For the markers we used the sites of 1240K data set as they are supposed to contain highly POP specific AIMs. We are not aware that KIN has a GUIDE on what markers et should be used for the analysis (could be our ignorance but we couldn't find it in the article, not in the example targets, github repo, etc what is recommended for real world analysis). However it was tested on a plethora of aDNA tools that it is suitable for population genetic analyses, furthermore ancIBD, READ, lcMLkin, correctKin can also work with AADR marker set data so in theory it should be sufficient for IBD/kinship analysis as well.
Surprisingly KIN indicated lots of 'identical' members with very high log likelihoods (I've anonymized the sample IDs), that are for sure invalid as they share negligible IBD by ancIBD, and detected as unrelated by READ and correctKIN:
READ indicated no relations for the same sample pairs:
We have 47 identical sample pairs indicated by KIN. I've double checked no pairs are counted twice (with different order) as the number of relations (2145 +1 line for header) is equal with the expected N*(N-1)/2 combinations between the 66 samples.
I also checked that I did not mess up the BAM files. And in the splitbams directory I've confirmed that the indicated samples for the given chromosome (the actual split alignment data that was used for the analysis) had different sizes, and different reads.
I am not sure whether the 1240K markers should be thinned by LD, however ROH identification/masking suggests that KIN shouldn't be sensitive for this (ancIBD is happy to work with the full data set).
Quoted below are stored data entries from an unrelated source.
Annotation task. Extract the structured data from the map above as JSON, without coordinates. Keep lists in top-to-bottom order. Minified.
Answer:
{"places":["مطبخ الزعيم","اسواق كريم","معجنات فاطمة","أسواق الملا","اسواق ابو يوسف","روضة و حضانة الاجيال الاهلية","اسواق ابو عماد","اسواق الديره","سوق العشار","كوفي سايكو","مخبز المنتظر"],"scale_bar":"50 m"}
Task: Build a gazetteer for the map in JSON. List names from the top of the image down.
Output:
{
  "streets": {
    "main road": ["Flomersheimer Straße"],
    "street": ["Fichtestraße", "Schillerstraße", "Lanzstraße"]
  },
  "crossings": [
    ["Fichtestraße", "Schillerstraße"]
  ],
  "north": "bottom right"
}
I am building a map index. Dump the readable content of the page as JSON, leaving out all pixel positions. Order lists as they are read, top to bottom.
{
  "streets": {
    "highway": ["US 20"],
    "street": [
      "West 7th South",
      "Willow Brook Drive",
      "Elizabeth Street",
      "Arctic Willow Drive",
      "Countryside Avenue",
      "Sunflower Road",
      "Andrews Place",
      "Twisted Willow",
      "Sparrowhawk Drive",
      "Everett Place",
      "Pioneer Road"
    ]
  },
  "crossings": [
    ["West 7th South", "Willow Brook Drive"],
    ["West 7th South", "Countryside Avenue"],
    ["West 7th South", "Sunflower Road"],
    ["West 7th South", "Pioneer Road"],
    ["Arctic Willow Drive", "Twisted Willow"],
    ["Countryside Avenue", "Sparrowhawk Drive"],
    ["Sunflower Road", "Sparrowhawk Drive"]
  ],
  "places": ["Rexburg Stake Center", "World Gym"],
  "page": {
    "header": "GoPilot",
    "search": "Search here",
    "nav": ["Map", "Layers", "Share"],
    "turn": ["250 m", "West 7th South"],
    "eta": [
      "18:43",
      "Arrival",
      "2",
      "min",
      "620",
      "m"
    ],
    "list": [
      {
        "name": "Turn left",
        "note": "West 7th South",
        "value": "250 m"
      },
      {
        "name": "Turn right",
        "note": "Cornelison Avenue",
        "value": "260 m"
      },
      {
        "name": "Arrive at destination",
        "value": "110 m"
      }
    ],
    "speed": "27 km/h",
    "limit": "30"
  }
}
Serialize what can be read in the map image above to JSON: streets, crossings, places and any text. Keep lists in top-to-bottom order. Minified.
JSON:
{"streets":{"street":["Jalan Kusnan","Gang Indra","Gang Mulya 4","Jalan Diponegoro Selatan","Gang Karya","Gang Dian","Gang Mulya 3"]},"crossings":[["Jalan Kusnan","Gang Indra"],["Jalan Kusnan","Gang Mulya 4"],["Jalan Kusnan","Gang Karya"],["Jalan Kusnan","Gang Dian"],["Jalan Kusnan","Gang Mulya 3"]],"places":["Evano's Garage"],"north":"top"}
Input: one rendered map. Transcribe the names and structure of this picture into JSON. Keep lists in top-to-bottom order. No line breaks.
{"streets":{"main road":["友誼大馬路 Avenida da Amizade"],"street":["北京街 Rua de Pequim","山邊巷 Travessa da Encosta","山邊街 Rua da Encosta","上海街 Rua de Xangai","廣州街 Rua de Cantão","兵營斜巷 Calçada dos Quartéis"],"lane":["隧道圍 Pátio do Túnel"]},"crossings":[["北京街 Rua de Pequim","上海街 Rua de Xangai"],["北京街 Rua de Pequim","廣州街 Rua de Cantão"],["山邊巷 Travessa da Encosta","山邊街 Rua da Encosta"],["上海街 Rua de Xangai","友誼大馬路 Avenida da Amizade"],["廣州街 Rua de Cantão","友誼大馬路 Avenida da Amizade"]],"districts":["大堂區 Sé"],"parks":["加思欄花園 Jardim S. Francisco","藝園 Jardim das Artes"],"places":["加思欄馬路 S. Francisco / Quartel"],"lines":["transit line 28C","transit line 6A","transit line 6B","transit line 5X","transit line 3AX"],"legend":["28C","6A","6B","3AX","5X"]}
We have to note that our samples are not very low mean genome coverage (1.5x or better). We had seen that KIN surprisingly results in more FP at 2nd degree or higher for higher coverage data (FIG5 of the manuscript) however for identical samples there are virtually no FPs in your analysis not for KIN neither for READ.
We can likely reject that this gross error is due to the minimal contamination and the applied '-c 0' option. So I kind of concluded that unlike READ, KIN may be very sensitive to non fully stratified recently admixed individuals.
Could you please provide, what signs we should see that our analysis lacks power? At the interpretation of results you mention, that
In our case p_0 is 0.002434530570323989
I've checked p_all.csv and identical_p_all.csv and those numbers were also in this range for all samples.
Is there any recommendation you could suggest for our use case? If we analyzed only the 18 individuals of the same cemetery we still got 9 identical (2 with 20+ likelihood) samples by KIN, though again the situation is the same (individuals are admixed, non fully stratified individuals, however this is very common for ancient data/cemetery).
So we are stuck and unsure whether we have some technical issue that we are not aware of. And if so, how to re-analyze our data. Or whether the differences in the population structure has much greater effect on KIN than for the other tested methods contradicting these results (ancIBD, READ, or correctKin).